DIRECTIONS: Going through the material below, please gather all lines with the word "change" in them.

EXERCISE INPUTS:
------------------------------------------------------------------------

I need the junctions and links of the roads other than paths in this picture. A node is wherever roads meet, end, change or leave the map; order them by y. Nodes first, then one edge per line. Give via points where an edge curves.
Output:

------------------------------------------------------------------------

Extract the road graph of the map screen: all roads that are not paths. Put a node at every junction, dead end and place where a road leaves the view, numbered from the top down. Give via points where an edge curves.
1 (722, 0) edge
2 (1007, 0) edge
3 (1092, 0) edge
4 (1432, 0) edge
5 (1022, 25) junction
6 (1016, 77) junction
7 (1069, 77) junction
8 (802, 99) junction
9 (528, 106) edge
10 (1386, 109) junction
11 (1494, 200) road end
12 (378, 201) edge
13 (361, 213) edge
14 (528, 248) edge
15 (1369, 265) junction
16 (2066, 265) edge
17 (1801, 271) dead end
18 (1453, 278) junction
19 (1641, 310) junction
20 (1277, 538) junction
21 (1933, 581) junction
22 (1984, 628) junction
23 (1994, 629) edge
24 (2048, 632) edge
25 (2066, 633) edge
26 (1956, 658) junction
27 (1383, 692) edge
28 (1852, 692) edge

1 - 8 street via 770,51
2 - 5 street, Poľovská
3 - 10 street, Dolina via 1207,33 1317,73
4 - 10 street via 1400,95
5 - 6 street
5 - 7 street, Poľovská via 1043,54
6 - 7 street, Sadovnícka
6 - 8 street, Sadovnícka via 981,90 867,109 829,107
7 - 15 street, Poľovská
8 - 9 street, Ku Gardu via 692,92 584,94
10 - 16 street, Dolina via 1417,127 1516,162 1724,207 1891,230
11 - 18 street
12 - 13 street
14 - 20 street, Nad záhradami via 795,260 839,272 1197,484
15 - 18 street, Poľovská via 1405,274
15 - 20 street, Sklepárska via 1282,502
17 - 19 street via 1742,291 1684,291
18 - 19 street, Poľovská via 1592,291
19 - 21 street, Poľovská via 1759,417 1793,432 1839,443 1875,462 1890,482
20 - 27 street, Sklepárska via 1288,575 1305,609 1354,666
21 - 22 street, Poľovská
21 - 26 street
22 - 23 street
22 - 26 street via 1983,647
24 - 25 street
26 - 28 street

------------------------------------------------------------------------

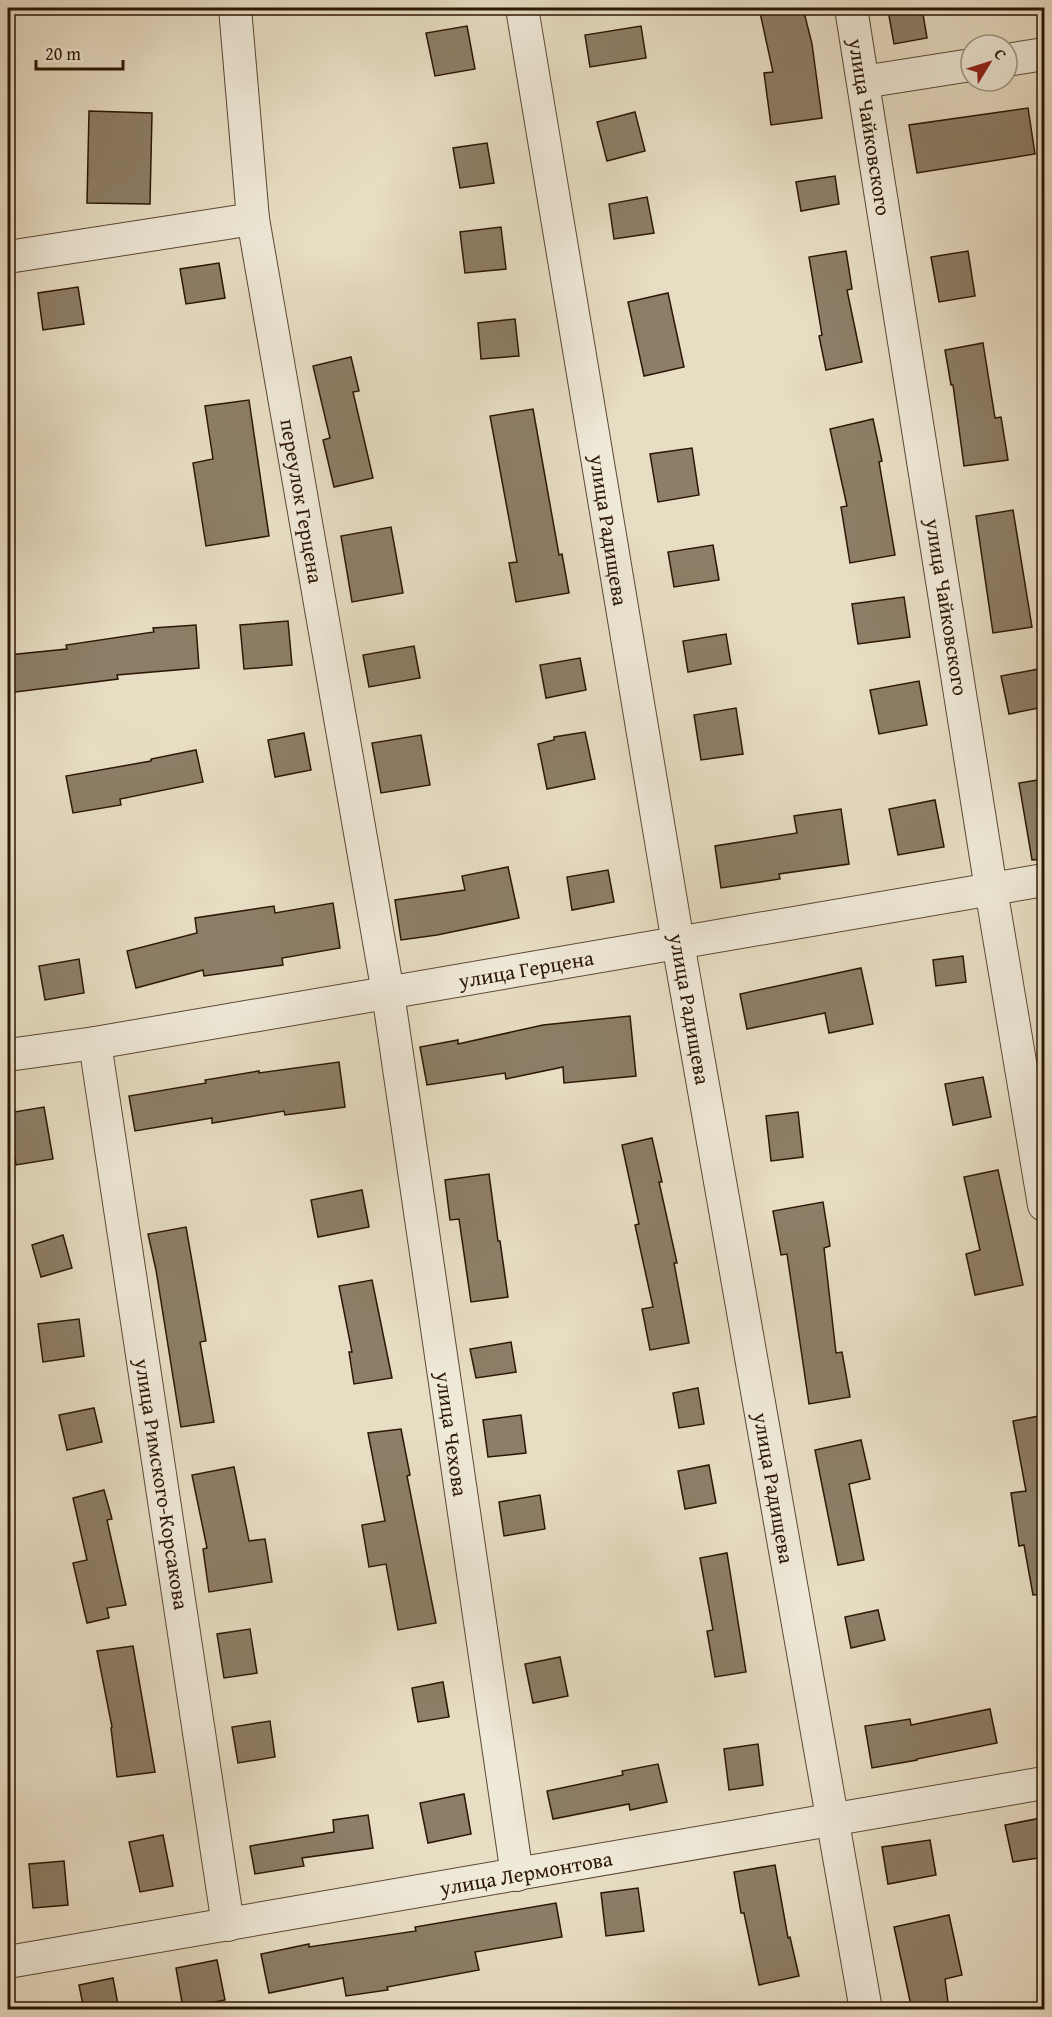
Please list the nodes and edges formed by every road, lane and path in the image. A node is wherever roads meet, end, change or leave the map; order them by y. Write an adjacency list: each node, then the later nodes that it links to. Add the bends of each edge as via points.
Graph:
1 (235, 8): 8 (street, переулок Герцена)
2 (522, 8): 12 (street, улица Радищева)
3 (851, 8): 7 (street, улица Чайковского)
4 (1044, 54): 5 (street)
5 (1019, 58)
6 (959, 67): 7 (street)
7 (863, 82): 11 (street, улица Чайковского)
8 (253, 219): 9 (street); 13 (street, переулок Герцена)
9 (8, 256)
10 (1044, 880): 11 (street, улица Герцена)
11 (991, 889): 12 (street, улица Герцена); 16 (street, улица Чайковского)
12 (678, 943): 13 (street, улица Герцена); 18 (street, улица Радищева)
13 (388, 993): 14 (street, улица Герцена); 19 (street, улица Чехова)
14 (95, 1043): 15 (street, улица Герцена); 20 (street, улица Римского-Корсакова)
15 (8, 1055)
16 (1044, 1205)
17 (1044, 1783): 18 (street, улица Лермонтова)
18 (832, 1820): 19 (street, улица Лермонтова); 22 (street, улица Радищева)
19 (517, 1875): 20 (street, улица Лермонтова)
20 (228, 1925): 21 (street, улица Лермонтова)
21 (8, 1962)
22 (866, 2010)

------------------------------------------------------------------------

TASK RESPONSE:
I need the junctions and links of the roads other than paths in this picture. A node is wherever roads meet, end, change or leave the map; order them by y. Nodes first, then one edge per line. Give via points where an edge curves.
Please list the nodes and edges formed by every road, lane and path in the image. A node is wherever roads meet, end, change or leave the map; order them by y. Write an adjacency list: each node, then the later nodes that it links to. Add the bends of each edge as via points.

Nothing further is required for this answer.